======== Data for processing

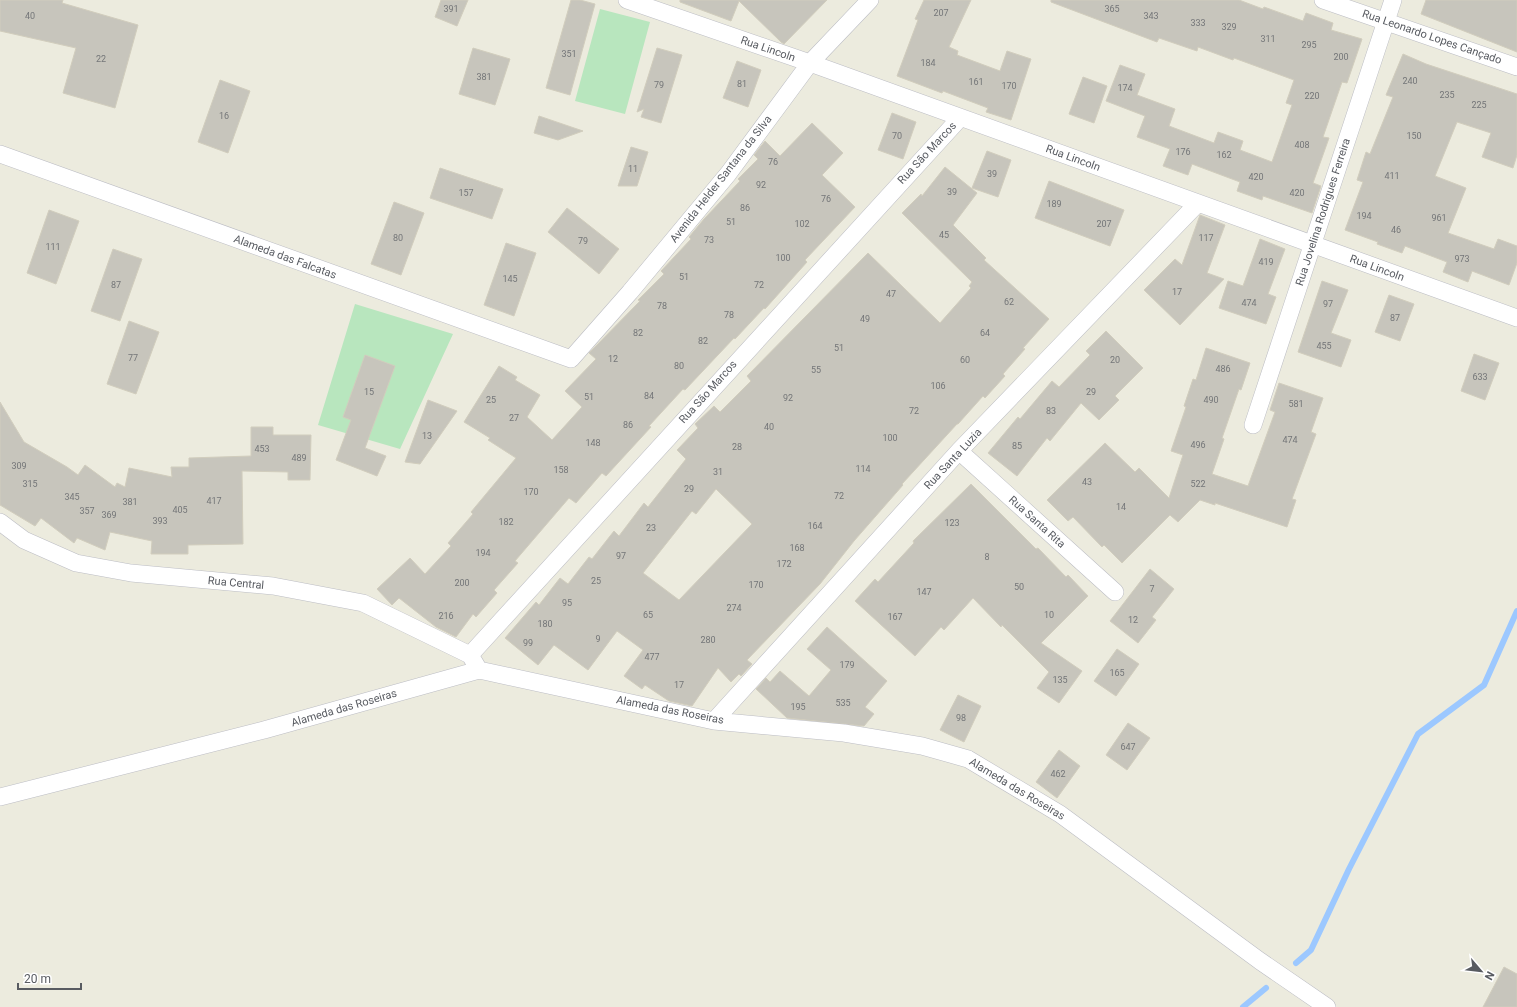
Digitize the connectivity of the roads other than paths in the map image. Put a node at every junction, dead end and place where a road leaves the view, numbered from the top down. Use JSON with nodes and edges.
{"nodes":[{"id":1,"x":628,"y":0,"type":"edge"},
{"id":2,"x":870,"y":0,"type":"edge"},
{"id":3,"x":1324,"y":0,"type":"edge"},
{"id":4,"x":1393,"y":0,"type":"edge"},
{"id":5,"x":1385,"y":20,"type":"junction"},
{"id":6,"x":810,"y":63,"type":"junction"},
{"id":7,"x":1517,"y":67,"type":"edge"},
{"id":8,"x":960,"y":118,"type":"junction"},
{"id":9,"x":0,"y":154,"type":"edge"},
{"id":10,"x":1198,"y":203,"type":"junction"},
{"id":11,"x":1312,"y":244,"type":"junction"},
{"id":12,"x":1517,"y":318,"type":"edge"},
{"id":13,"x":571,"y":359,"type":"joint"},
{"id":14,"x":1253,"y":425,"type":"dead end"},
{"id":15,"x":959,"y":452,"type":"junction"},
{"id":16,"x":0,"y":522,"type":"edge"},
{"id":17,"x":1115,"y":592,"type":"dead end"},
{"id":18,"x":470,"y":655,"type":"junction"},
{"id":19,"x":479,"y":670,"type":"junction"},
{"id":20,"x":714,"y":721,"type":"junction"},
{"id":21,"x":0,"y":797,"type":"edge"},
{"id":22,"x":1327,"y":1007,"type":"edge"}],
"edges":[{"from":1,"to":6,"type":"street","name":"Rua Lincoln"},
{"from":2,"to":6,"type":"street","name":"Avenida Helder Santana da Silva"},
{"from":3,"to":5,"type":"street","name":"Rua Leonardo Lopes Cançado"},
{"from":4,"to":5,"type":"street","name":"Rua Jovelina Rodrigues Ferreira"},
{"from":5,"to":7,"type":"street","name":"Rua Leonardo Lopes Cançado"},
{"from":5,"to":11,"type":"street","name":"Rua Jovelina Rodrigues Ferreira"},
{"from":6,"to":8,"type":"street","name":"Rua Lincoln"},
{"from":6,"to":13,"type":"street","name":"Avenida Helder Santana da Silva"},
{"from":8,"to":10,"type":"street","name":"Rua Lincoln"},
{"from":8,"to":18,"type":"street","name":"Rua São Marcos"},
{"from":9,"to":13,"type":"street","name":"Alameda das Falcatas"},
{"from":10,"to":11,"type":"street","name":"Rua Lincoln"},
{"from":10,"to":15,"type":"street","name":"Rua Santa Luzia"},
{"from":11,"to":12,"type":"street","name":"Rua Lincoln"},
{"from":11,"to":14,"type":"street","name":"Rua Jovelina Rodrigues Ferreira"},
{"from":15,"to":17,"type":"street","name":"Rua Santa Rita"},
{"from":15,"to":20,"type":"street","name":"Rua Santa Luzia"},
{"from":16,"to":18,"type":"street","name":"Rua Central"},
{"from":18,"to":19,"type":"street"},
{"from":19,"to":20,"type":"street","name":"Alameda das Roseiras"},
{"from":19,"to":21,"type":"street","name":"Alameda das Roseiras"},
{"from":20,"to":22,"type":"street","name":"Alameda das Roseiras"}]}
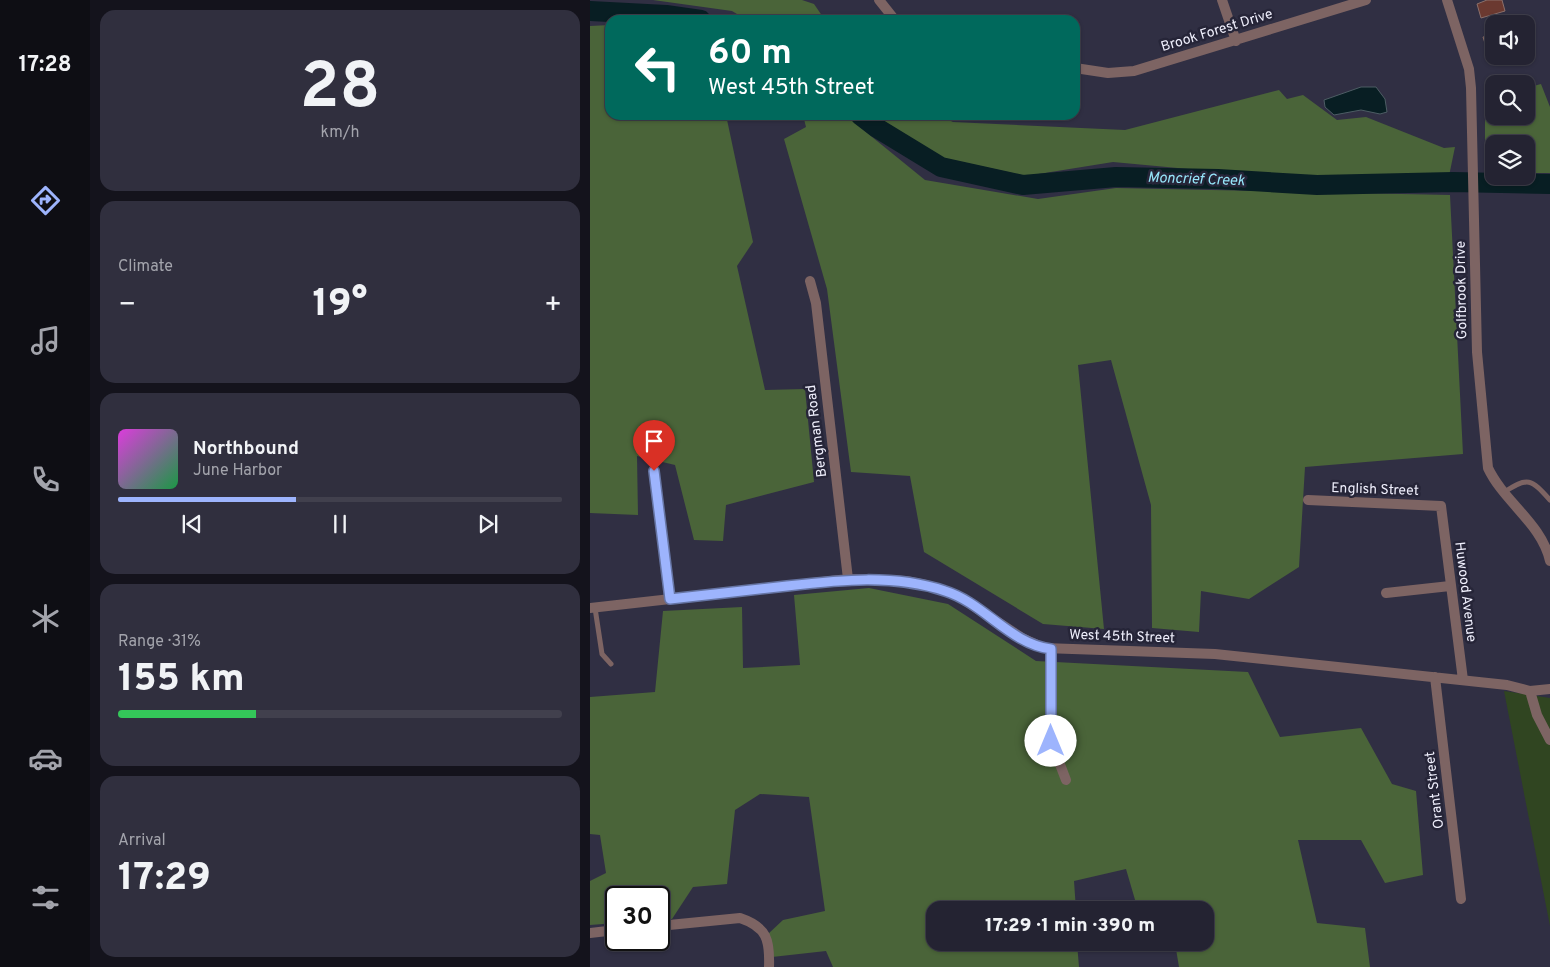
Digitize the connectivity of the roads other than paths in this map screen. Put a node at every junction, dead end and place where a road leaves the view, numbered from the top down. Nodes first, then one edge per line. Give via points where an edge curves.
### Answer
1 (879, 0) edge
2 (1222, 0) edge
3 (1366, 0) edge
4 (1447, 0) edge
5 (891, 15) edge
6 (1236, 41) junction
7 (1080, 69) edge
8 (810, 281) dead end
9 (654, 471) dead end
10 (1503, 493) junction
11 (1308, 500) dead end
12 (1550, 500) edge
13 (1441, 506) joint
14 (1550, 558) edge
15 (848, 579) junction
16 (1450, 586) junction
17 (1386, 593) dead end
18 (670, 599) junction
19 (592, 608) edge
20 (1051, 649) junction
21 (611, 664) dead end
22 (1435, 677) junction
23 (1463, 680) junction
24 (1550, 689) edge
25 (1530, 690) junction
26 (1550, 740) edge
27 (1066, 780) dead end
28 (1461, 899) dead end
29 (670, 925) edge
30 (605, 931) edge
31 (590, 933) edge
32 (769, 967) edge

1 - 5 street
2 - 6 street
3 - 6 street, Brook Forest Drive
4 - 10 street, Golfbrook Drive via 1469,69 1477,352 1488,468
6 - 7 street, Brook Forest Drive via 1134,71 1108,73
8 - 15 street, Bergman Road via 816,303
9 - 18 street
10 - 12 lane via 1527,480 1535,483
10 - 14 street, Golfbrook Drive via 1542,538
11 - 13 street, English Street
13 - 16 street, Huwood Avenue
15 - 18 street, West 45th Street
15 - 20 street, West 45th Street via 926,584 963,599 1032,644
16 - 17 street
16 - 23 street, Huwood Avenue
18 - 19 street, West 45th Street
19 - 21 lane via 602,654
20 - 22 street, West 45th Street via 1215,654
20 - 27 street via 1051,741
22 - 23 street, West 45th Street
22 - 28 street, Orant Street
23 - 25 street, West 45th Street
24 - 25 street, West 45th Street
25 - 26 street
29 - 32 street via 740,918 752,922 767,938
30 - 31 street

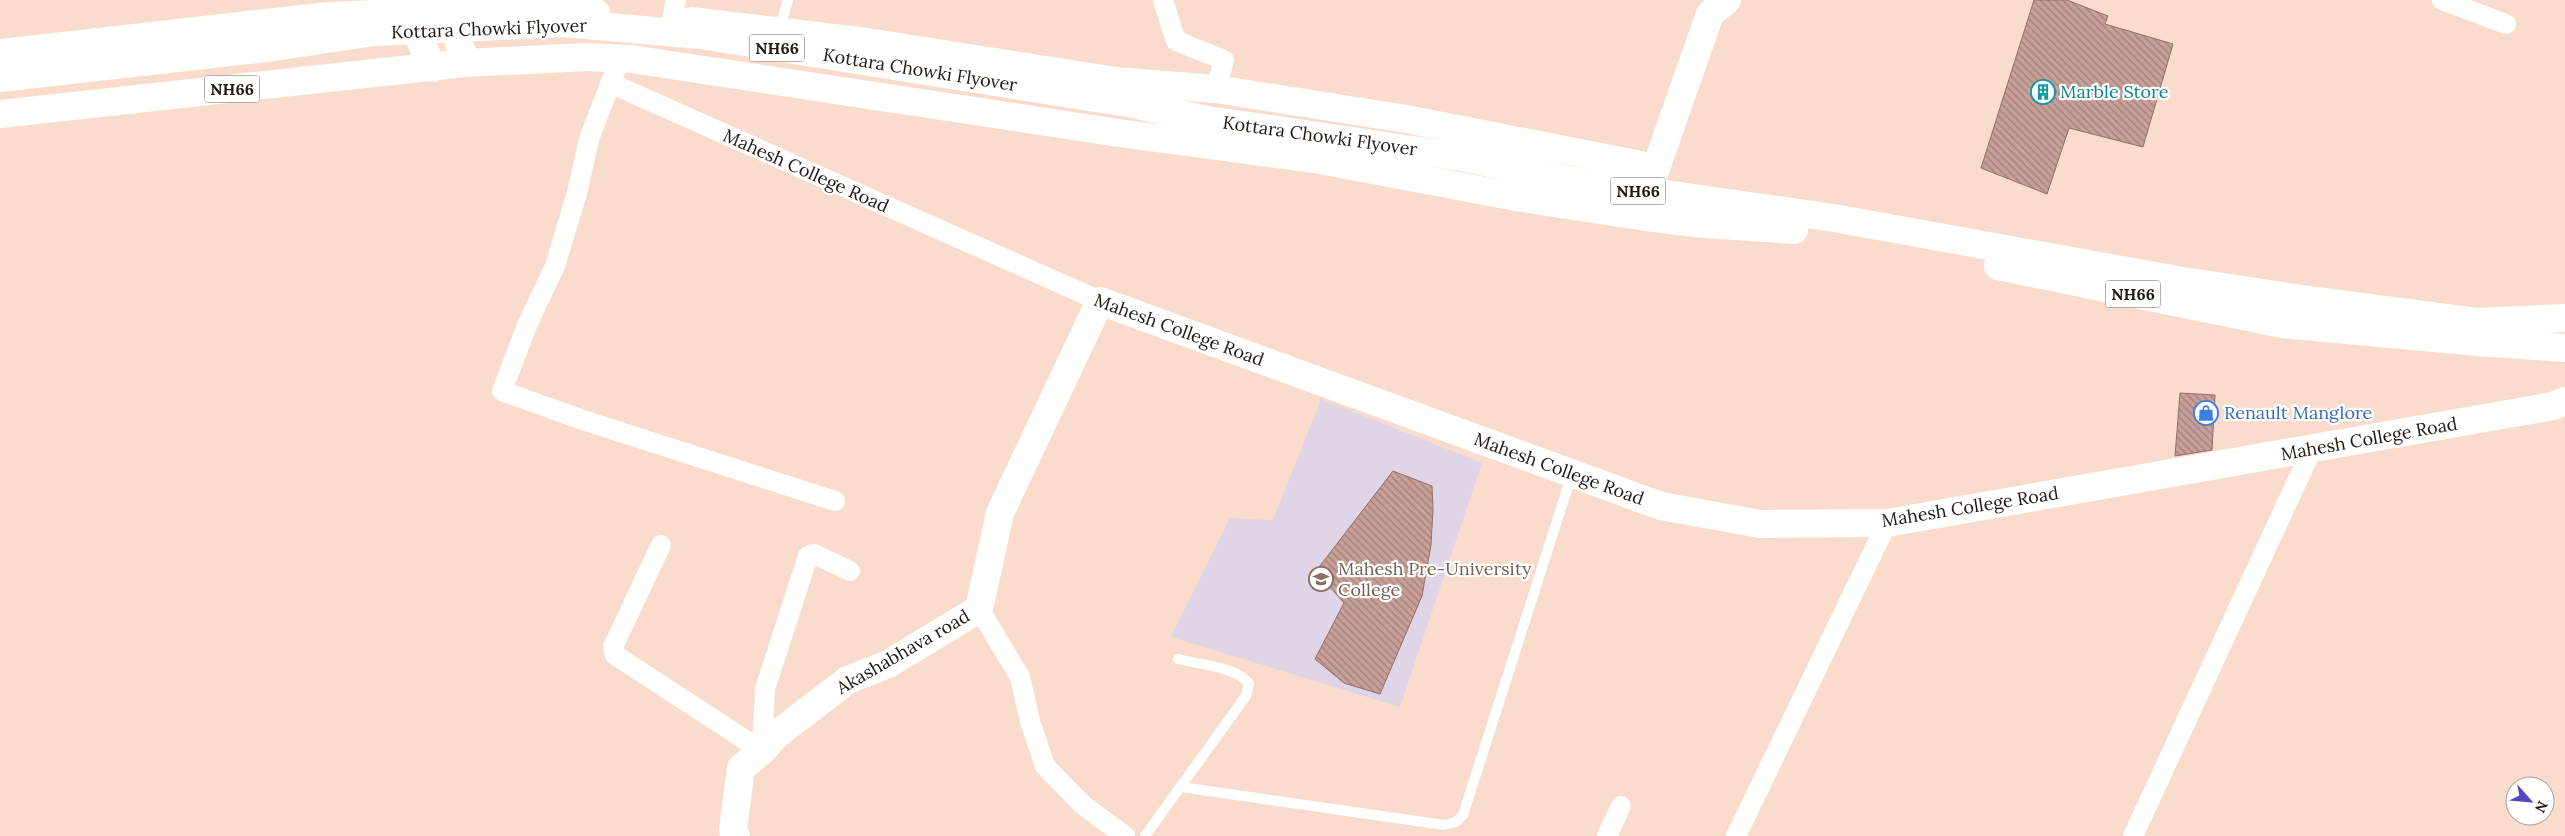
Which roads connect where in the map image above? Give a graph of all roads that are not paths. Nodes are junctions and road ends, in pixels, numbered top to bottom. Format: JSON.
{"nodes":[{"id":1,"x":381,"y":0,"type":"edge"},
{"id":2,"x":788,"y":0,"type":"edge"},
{"id":3,"x":1163,"y":0,"type":"edge"},
{"id":4,"x":1727,"y":0,"type":"edge"},
{"id":5,"x":2442,"y":0,"type":"edge"},
{"id":6,"x":429,"y":7,"type":"edge"},
{"id":7,"x":674,"y":9,"type":"edge"},
{"id":8,"x":2506,"y":24,"type":"dead end"},
{"id":9,"x":779,"y":31,"type":"junction"},
{"id":10,"x":0,"y":53,"type":"edge"},
{"id":11,"x":465,"y":63,"type":"junction"},
{"id":12,"x":432,"y":68,"type":"junction"},
{"id":13,"x":615,"y":70,"type":"junction"},
{"id":14,"x":0,"y":78,"type":"edge"},
{"id":15,"x":1216,"y":89,"type":"junction"},
{"id":16,"x":0,"y":114,"type":"edge"},
{"id":17,"x":1650,"y":192,"type":"junction"},
{"id":18,"x":1100,"y":301,"type":"junction"},
{"id":19,"x":2565,"y":318,"type":"edge"},
{"id":20,"x":2565,"y":348,"type":"edge"},
{"id":21,"x":2565,"y":401,"type":"edge"},
{"id":22,"x":2312,"y":449,"type":"junction"},
{"id":23,"x":1572,"y":474,"type":"junction"},
{"id":24,"x":835,"y":500,"type":"dead end"},
{"id":25,"x":1887,"y":523,"type":"junction"},
{"id":26,"x":661,"y":545,"type":"dead end"},
{"id":27,"x":850,"y":571,"type":"dead end"},
{"id":28,"x":978,"y":609,"type":"junction"},
{"id":29,"x":1178,"y":660,"type":"dead end"},
{"id":30,"x":762,"y":751,"type":"junction"},
{"id":31,"x":1181,"y":786,"type":"junction"},
{"id":32,"x":1621,"y":806,"type":"dead end"},
{"id":33,"x":736,"y":836,"type":"edge"},
{"id":34,"x":1125,"y":836,"type":"edge"},
{"id":35,"x":1145,"y":836,"type":"edge"},
{"id":36,"x":1607,"y":836,"type":"edge"},
{"id":37,"x":1736,"y":836,"type":"edge"},
{"id":38,"x":2133,"y":836,"type":"edge"}],
"edges":[{"from":1,"to":6,"type":"main road"},
{"from":2,"to":9,"type":"lane"},
{"from":3,"to":15,"type":"street"},
{"from":4,"to":17,"type":"main road"},
{"from":5,"to":8,"type":"street"},
{"from":6,"to":7,"type":"main road"},
{"from":6,"to":10,"type":"main road"},
{"from":6,"to":11,"type":"main road"},
{"from":6,"to":12,"type":"main road"},
{"from":7,"to":9,"type":"main road"},
{"from":9,"to":15,"type":"main road"},
{"from":11,"to":12,"type":"main road","number":"NH66"},
{"from":11,"to":13,"type":"main road","number":"NH66"},
{"from":12,"to":16,"type":"main road","number":"NH66"},
{"from":13,"to":17,"type":"main road","number":"NH66"},
{"from":13,"to":18,"type":"street","name":"Mahesh College Road"},
{"from":13,"to":24,"type":"street"},
{"from":14,"to":17,"type":"main road","name":"Kottara Chowki Flyover","number":"NH66"},
{"from":15,"to":17,"type":"main road"},
{"from":17,"to":19,"type":"main road","number":"NH66"},
{"from":17,"to":20,"type":"main road","number":"NH66"},
{"from":18,"to":23,"type":"main road","name":"Mahesh College Road"},
{"from":18,"to":28,"type":"main road","name":"Akashabhava road"},
{"from":21,"to":22,"type":"main road","name":"Mahesh College Road"},
{"from":22,"to":25,"type":"main road","name":"Mahesh College Road"},
{"from":22,"to":38,"type":"street"},
{"from":23,"to":25,"type":"main road","name":"Mahesh College Road"},
{"from":23,"to":31,"type":"lane"},
{"from":25,"to":37,"type":"street"},
{"from":26,"to":30,"type":"street"},
{"from":27,"to":30,"type":"street"},
{"from":28,"to":30,"type":"main road","name":"Akashabhava road"},
{"from":28,"to":34,"type":"street"},
{"from":29,"to":31,"type":"lane"},
{"from":30,"to":33,"type":"main road","name":"Akashabhava road"},
{"from":31,"to":35,"type":"lane"},
{"from":32,"to":36,"type":"street"}]}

================

- **Your objective**
Work out how many lines in the listing contain "Silva", then write down that number and nothing else.

- **Your response**
2